This paper discusses three types of fibers: plant fibers, mineral fibers, and synthetic fibers. Four types of fibers, carbon fiber, bamboo fiber, polypropylene fiber, and polyester fiber, are selected as research objects. The fiber type, concentration, temperature, and shear are discussed. The effect of speed on the rheological properties and flow behavior of fiber-containing polymer solutions are also discussed. The power-law model is used to describe the rheological parameters of fiber-containing polymer completion fluids. To describe the microscopic characteristics of different types of fibers, an optical microscope is used to characterize the microstructure of the fibers at 100 times magnification. At the same time, the dispersion and suspension behavior of the fiber in the polymer solution are compared. The flow states of different types of fibers in tiny pores are described. This paper aims to better understand the influence of fibers on the rheological properties and flow behavior of polymer completion fluids.

Results and Discussion

Fiber Appearances

The appearance of the fiber is shown in Figure . Under 100 times magnification of the optical fiber mirror, polyester fibers are milky white with mercerization, and they are dispersed in the natural state. Carbon fiber is black and flocculent in the natural state. In the natural state, polypropylene is distributed like a cluster, and the fiber segment has a close aggregation structure. Under natural conditions, bamboo fibers are dispersed with each other, the surface structure is rough and uneven, the cross-sectional shape is irregular, and the diameter is the largest.

Figure 1

Macroscopic and microscopic states of four kinds of fibers. (a) Polyester fiber, (b) polypropylene fiber, (c) carbon fiber, and (d) bamboo fiber.

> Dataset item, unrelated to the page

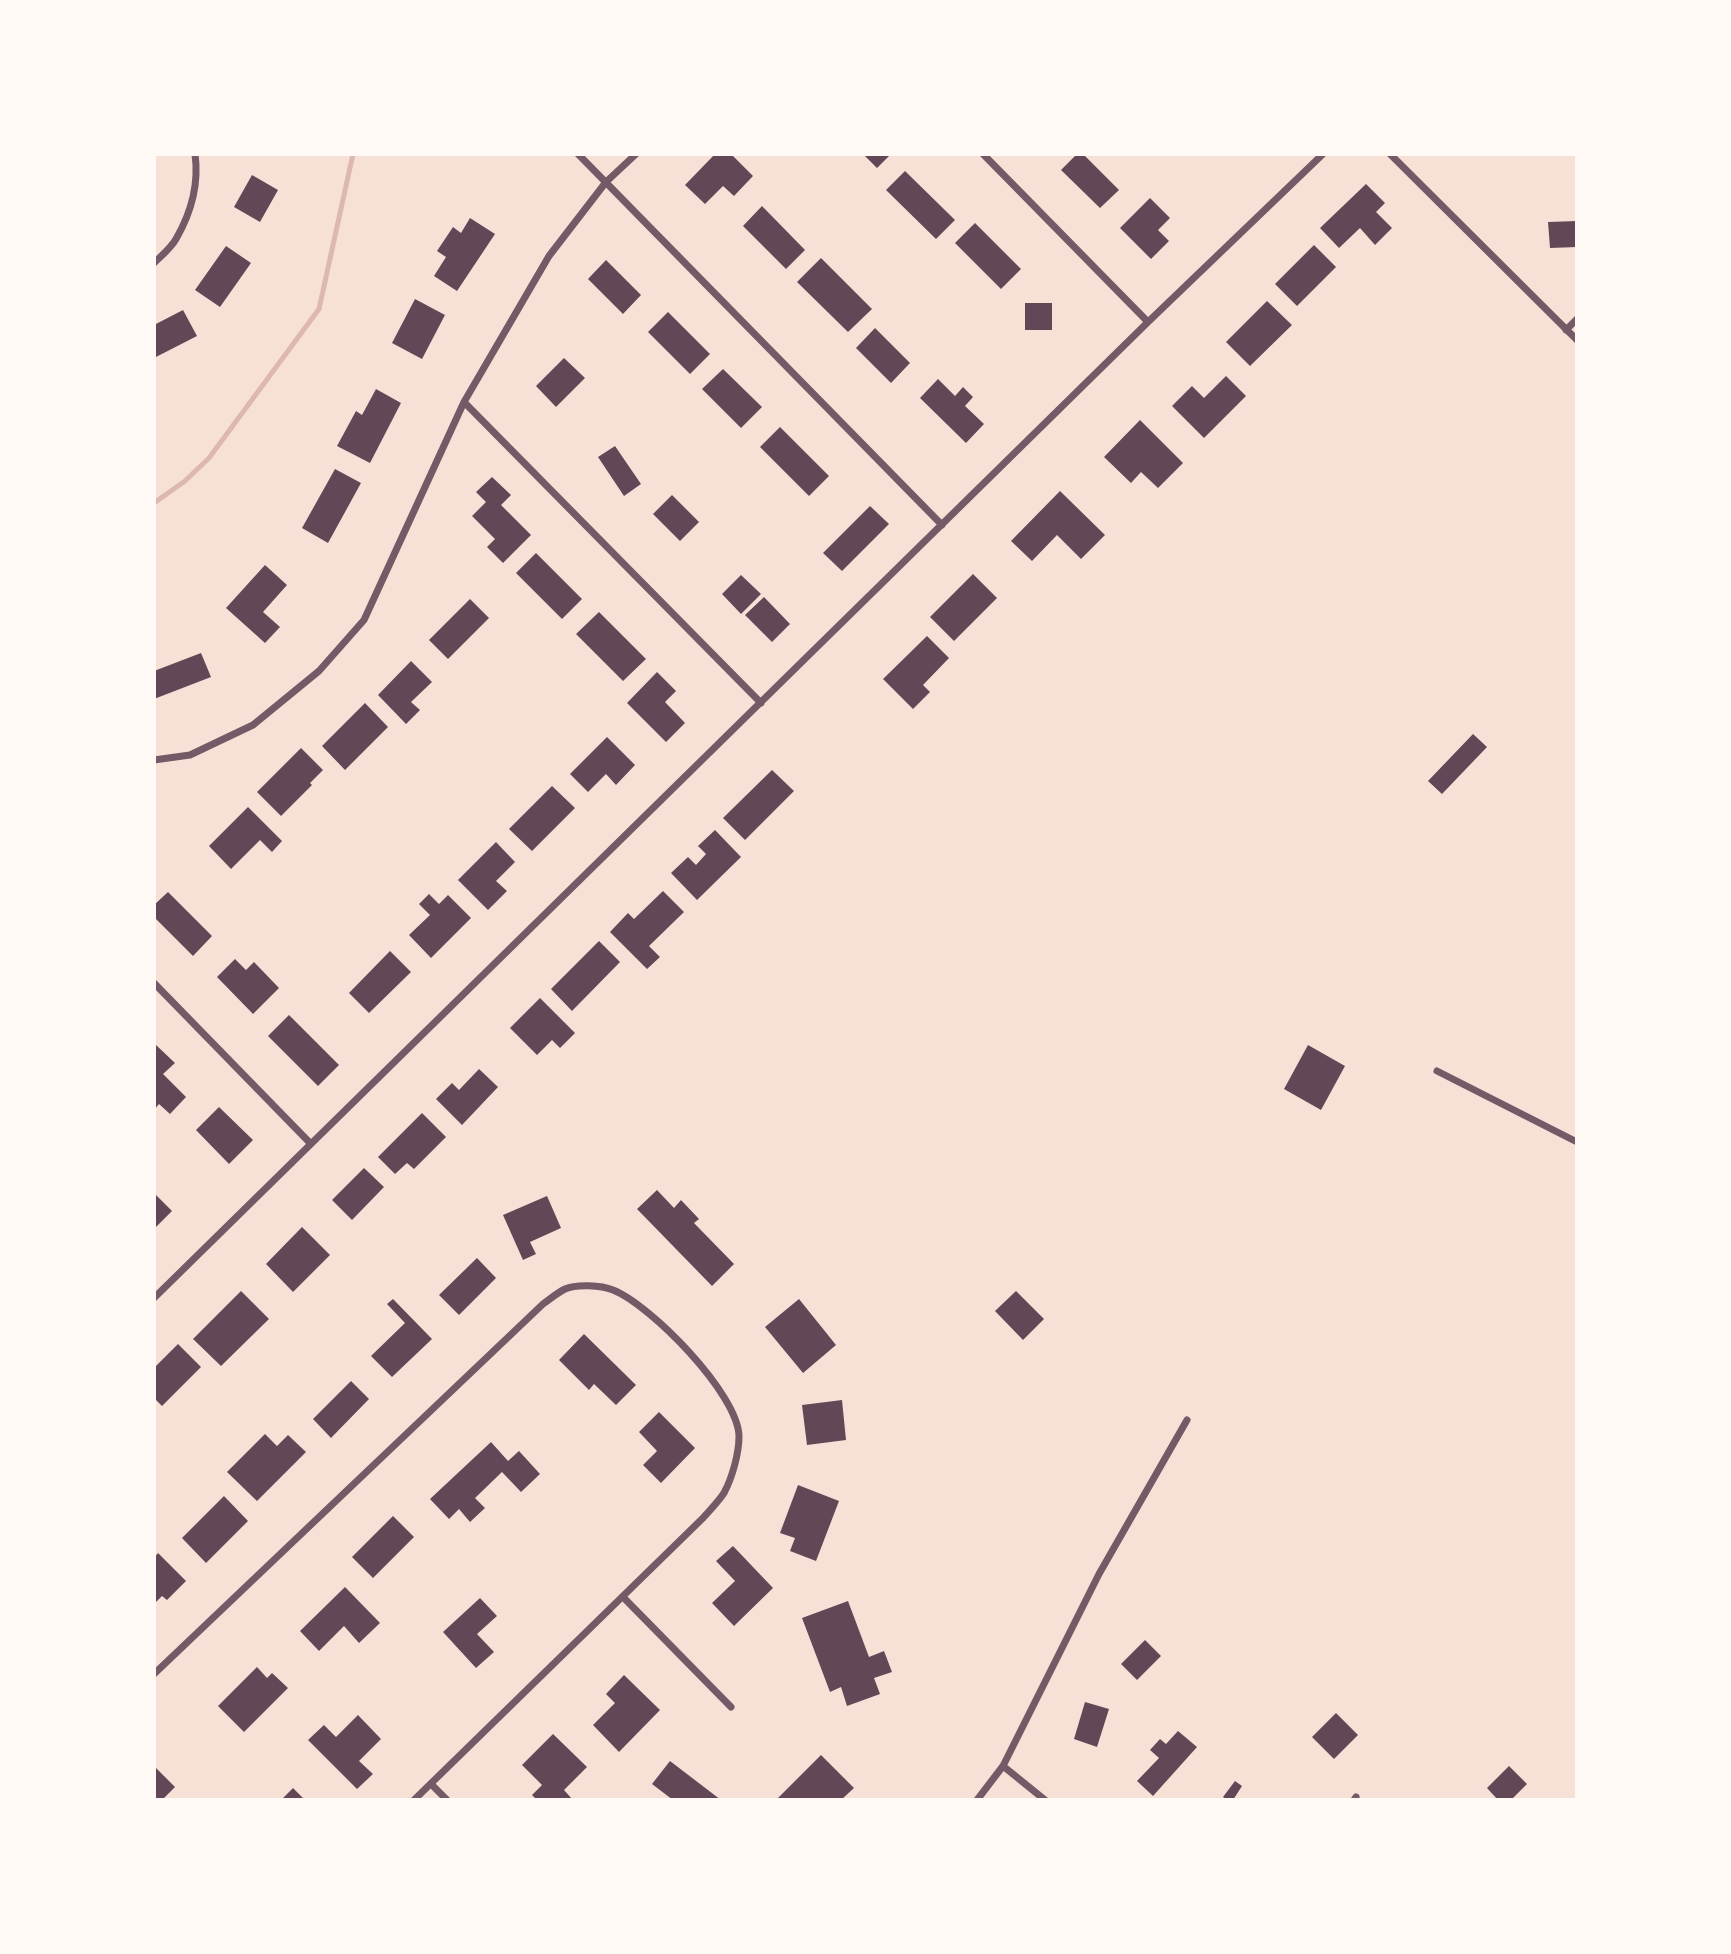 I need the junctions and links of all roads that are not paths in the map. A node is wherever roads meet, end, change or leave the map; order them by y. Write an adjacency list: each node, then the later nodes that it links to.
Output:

The microstructure and cross-sectional morphology of the four fibers are shown in Figure . It can be seen that the surface of polyester fiber is very smooth, and the cross section is flat and round. The surface of polypropylene fiber is smooth, and the surface is small and uneven, but the cross section is flat. The surface of carbon fiber is regular and uneven, and the cross section is not smooth. Bamboo fiber is a kind of fiber of clusters and strips, which are closely combined with each other, and its surface is the roughest and the cross-sectional shape is irregular.

Figure 2

Scanning electron micrographs of fibers. Cross-sectional morphologies of (a) polyester fiber, (b) polypropylene fiber, (c) carbon fiber, and (d) bamboo fiber enlarged 1000 times.

Dispersion and Sedimentation of Fibers in XC Solution

Dispersion of Fibers in Solution

To better observe the dispersion state of fiber in xanthan gum solution, a fiber concentration of 0.5 wt %, as shown in Figure , was selected and stirred at a low speed for 1 h to observe the dispersion state of fiber in xanthan gum solution. It can be seen from Figure that due to the different surface physical properties, densities, stiffnesses, and length diameters of different fibers in the solution, the dispersion state of the four fibers in the solution is different. It can be seen that polyester fiber and carbon fiber are highly dispersed in the solution and form a monofilament state, but fiber flocculation occurs to a small extent. Schmid introduced the phenomenon of fiber flocculation due to friction and repulsion between fibers in the shear flow of fiber suspensions.[33] Bamboo fiber and polypropylene fiber are in a poor dispersion state in the solution, resulting in fiber bundle integration, which reduces the influence on the rheological properties of the solution. The different dispersions of different fibers lead to different effects of fibers on the rheological properties of suspensions. Therefore, the dispersion of different fibers in solution has different influences on the rheological properties of fibers.

Figure 3

Dispersion state of four kinds of fibers in solution.

Figure 4

Settling state of four kinds of fiber at different times.

Sedimentation of Fibers

It can be seen from Figure that the settling speed of polypropylene fiber is the fastest, and it settles completely within 4 h. The second is bamboo fiber, most of which settles within 4 h. The suspension stabilities of polyester fiber and carbon fiber are the best, and there is no settlement. The results show that the suspension stabilities of polyester fiber and carbon fiber in xanthan gum solution are much better than those of bamboo fiber and polypropylene fiber.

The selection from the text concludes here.